» WHAT NEEDS TO BE DONE:
The full set of entries has to be output exactly.
▬▬▬
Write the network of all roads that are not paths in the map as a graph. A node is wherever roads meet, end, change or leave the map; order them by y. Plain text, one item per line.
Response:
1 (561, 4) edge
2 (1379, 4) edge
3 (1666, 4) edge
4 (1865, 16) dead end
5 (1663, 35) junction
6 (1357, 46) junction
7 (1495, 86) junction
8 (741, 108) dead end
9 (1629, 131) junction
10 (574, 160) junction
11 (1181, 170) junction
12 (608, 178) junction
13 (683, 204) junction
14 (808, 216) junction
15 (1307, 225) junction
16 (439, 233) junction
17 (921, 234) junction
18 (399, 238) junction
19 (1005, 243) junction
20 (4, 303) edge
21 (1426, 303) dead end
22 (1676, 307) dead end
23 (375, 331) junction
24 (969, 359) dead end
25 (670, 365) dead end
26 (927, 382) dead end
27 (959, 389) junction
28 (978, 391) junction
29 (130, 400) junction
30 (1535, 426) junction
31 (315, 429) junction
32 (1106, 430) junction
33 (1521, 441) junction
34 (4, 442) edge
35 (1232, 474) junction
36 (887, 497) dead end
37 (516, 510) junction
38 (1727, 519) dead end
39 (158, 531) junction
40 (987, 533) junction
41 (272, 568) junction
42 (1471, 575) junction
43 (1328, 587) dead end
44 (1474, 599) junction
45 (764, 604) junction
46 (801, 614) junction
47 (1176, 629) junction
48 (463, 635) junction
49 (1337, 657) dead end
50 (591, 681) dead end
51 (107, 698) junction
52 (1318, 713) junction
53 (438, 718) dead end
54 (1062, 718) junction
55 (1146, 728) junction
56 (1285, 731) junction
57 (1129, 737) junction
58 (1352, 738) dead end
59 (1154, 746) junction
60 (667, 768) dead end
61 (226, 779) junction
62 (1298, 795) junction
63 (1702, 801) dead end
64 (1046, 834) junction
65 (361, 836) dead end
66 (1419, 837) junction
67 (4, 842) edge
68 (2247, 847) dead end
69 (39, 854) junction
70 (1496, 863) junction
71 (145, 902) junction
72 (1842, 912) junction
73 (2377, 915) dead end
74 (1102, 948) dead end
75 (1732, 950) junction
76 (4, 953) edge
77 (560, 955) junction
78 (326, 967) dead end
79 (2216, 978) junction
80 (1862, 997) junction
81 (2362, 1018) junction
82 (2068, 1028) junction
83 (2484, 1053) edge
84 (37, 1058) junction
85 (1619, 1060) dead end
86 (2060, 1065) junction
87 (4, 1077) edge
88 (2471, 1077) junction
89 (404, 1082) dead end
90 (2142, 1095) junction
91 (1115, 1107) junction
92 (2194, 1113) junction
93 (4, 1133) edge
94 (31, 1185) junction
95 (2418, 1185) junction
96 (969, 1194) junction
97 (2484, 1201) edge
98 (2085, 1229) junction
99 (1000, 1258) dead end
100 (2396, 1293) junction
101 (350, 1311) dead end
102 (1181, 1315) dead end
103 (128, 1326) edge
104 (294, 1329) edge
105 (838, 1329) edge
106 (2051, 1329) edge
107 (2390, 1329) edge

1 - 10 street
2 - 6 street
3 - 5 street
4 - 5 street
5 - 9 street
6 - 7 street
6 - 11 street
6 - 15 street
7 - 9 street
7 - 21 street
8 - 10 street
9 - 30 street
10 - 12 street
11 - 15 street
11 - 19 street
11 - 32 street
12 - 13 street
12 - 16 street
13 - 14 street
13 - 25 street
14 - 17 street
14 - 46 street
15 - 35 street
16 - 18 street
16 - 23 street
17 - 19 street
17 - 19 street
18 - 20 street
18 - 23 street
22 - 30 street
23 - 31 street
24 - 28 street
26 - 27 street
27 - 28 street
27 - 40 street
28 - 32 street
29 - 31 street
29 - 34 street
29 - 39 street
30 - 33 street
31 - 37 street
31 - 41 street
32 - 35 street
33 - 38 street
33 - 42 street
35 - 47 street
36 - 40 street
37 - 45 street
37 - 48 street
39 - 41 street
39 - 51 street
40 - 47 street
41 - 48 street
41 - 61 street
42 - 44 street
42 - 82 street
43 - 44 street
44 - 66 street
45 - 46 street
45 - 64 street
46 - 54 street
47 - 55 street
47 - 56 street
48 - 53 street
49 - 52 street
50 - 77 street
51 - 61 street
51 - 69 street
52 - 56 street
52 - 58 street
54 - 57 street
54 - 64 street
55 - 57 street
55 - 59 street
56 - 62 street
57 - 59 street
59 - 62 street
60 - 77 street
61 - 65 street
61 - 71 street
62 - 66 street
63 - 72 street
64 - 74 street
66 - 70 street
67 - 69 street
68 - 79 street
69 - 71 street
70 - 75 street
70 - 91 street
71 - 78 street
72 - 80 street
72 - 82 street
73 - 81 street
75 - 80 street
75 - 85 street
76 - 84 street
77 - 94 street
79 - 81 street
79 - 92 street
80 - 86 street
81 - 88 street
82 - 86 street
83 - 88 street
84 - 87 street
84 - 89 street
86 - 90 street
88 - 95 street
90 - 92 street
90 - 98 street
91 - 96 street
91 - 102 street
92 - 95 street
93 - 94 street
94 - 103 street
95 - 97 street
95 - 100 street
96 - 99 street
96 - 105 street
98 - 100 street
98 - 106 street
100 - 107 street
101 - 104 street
▬▬▬
» ANSWER FOR THIS EXERCISE:
Write the network of all roads that are not paths in the map as a graph. A node is wherever roads meet, end, change or leave the map; order them by y. Plain text, one item per line.
Response:
1 (561, 4) edge
2 (1379, 4) edge
3 (1666, 4) edge
4 (1865, 16) dead end
5 (1663, 35) junction
6 (1357, 46) junction
7 (1495, 86) junction
8 (741, 108) dead end
9 (1629, 131) junction
10 (574, 160) junction
11 (1181, 170) junction
12 (608, 178) junction
13 (683, 204) junction
14 (808, 216) junction
15 (1307, 225) junction
16 (439, 233) junction
17 (921, 234) junction
18 (399, 238) junction
19 (1005, 243) junction
20 (4, 303) edge
21 (1426, 303) dead end
22 (1676, 307) dead end
23 (375, 331) junction
24 (969, 359) dead end
25 (670, 365) dead end
26 (927, 382) dead end
27 (959, 389) junction
28 (978, 391) junction
29 (130, 400) junction
30 (1535, 426) junction
31 (315, 429) junction
32 (1106, 430) junction
33 (1521, 441) junction
34 (4, 442) edge
35 (1232, 474) junction
36 (887, 497) dead end
37 (516, 510) junction
38 (1727, 519) dead end
39 (158, 531) junction
40 (987, 533) junction
41 (272, 568) junction
42 (1471, 575) junction
43 (1328, 587) dead end
44 (1474, 599) junction
45 (764, 604) junction
46 (801, 614) junction
47 (1176, 629) junction
48 (463, 635) junction
49 (1337, 657) dead end
50 (591, 681) dead end
51 (107, 698) junction
52 (1318, 713) junction
53 (438, 718) dead end
54 (1062, 718) junction
55 (1146, 728) junction
56 (1285, 731) junction
57 (1129, 737) junction
58 (1352, 738) dead end
59 (1154, 746) junction
60 (667, 768) dead end
61 (226, 779) junction
62 (1298, 795) junction
63 (1702, 801) dead end
64 (1046, 834) junction
65 (361, 836) dead end
66 (1419, 837) junction
67 (4, 842) edge
68 (2247, 847) dead end
69 (39, 854) junction
70 (1496, 863) junction
71 (145, 902) junction
72 (1842, 912) junction
73 (2377, 915) dead end
74 (1102, 948) dead end
75 (1732, 950) junction
76 (4, 953) edge
77 (560, 955) junction
78 (326, 967) dead end
79 (2216, 978) junction
80 (1862, 997) junction
81 (2362, 1018) junction
82 (2068, 1028) junction
83 (2484, 1053) edge
84 (37, 1058) junction
85 (1619, 1060) dead end
86 (2060, 1065) junction
87 (4, 1077) edge
88 (2471, 1077) junction
89 (404, 1082) dead end
90 (2142, 1095) junction
91 (1115, 1107) junction
92 (2194, 1113) junction
93 (4, 1133) edge
94 (31, 1185) junction
95 (2418, 1185) junction
96 (969, 1194) junction
97 (2484, 1201) edge
98 (2085, 1229) junction
99 (1000, 1258) dead end
100 (2396, 1293) junction
101 (350, 1311) dead end
102 (1181, 1315) dead end
103 (128, 1326) edge
104 (294, 1329) edge
105 (838, 1329) edge
106 (2051, 1329) edge
107 (2390, 1329) edge

1 - 10 street
2 - 6 street
3 - 5 street
4 - 5 street
5 - 9 street
6 - 7 street
6 - 11 street
6 - 15 street
7 - 9 street
7 - 21 street
8 - 10 street
9 - 30 street
10 - 12 street
11 - 15 street
11 - 19 street
11 - 32 street
12 - 13 street
12 - 16 street
13 - 14 street
13 - 25 street
14 - 17 street
14 - 46 street
15 - 35 street
16 - 18 street
16 - 23 street
17 - 19 street
17 - 19 street
18 - 20 street
18 - 23 street
22 - 30 street
23 - 31 street
24 - 28 street
26 - 27 street
27 - 28 street
27 - 40 street
28 - 32 street
29 - 31 street
29 - 34 street
29 - 39 street
30 - 33 street
31 - 37 street
31 - 41 street
32 - 35 street
33 - 38 street
33 - 42 street
35 - 47 street
36 - 40 street
37 - 45 street
37 - 48 street
39 - 41 street
39 - 51 street
40 - 47 street
41 - 48 street
41 - 61 street
42 - 44 street
42 - 82 street
43 - 44 street
44 - 66 street
45 - 46 street
45 - 64 street
46 - 54 street
47 - 55 street
47 - 56 street
48 - 53 street
49 - 52 street
50 - 77 street
51 - 61 street
51 - 69 street
52 - 56 street
52 - 58 street
54 - 57 street
54 - 64 street
55 - 57 street
55 - 59 street
56 - 62 street
57 - 59 street
59 - 62 street
60 - 77 street
61 - 65 street
61 - 71 street
62 - 66 street
63 - 72 street
64 - 74 street
66 - 70 street
67 - 69 street
68 - 79 street
69 - 71 street
70 - 75 street
70 - 91 street
71 - 78 street
72 - 80 street
72 - 82 street
73 - 81 street
75 - 80 street
75 - 85 street
76 - 84 street
77 - 94 street
79 - 81 street
79 - 92 street
80 - 86 street
81 - 88 street
82 - 86 street
83 - 88 street
84 - 87 street
84 - 89 street
86 - 90 street
88 - 95 street
90 - 92 street
90 - 98 street
91 - 96 street
91 - 102 street
92 - 95 street
93 - 94 street
94 - 103 street
95 - 97 street
95 - 100 street
96 - 99 street
96 - 105 street
98 - 100 street
98 - 106 street
100 - 107 street
101 - 104 street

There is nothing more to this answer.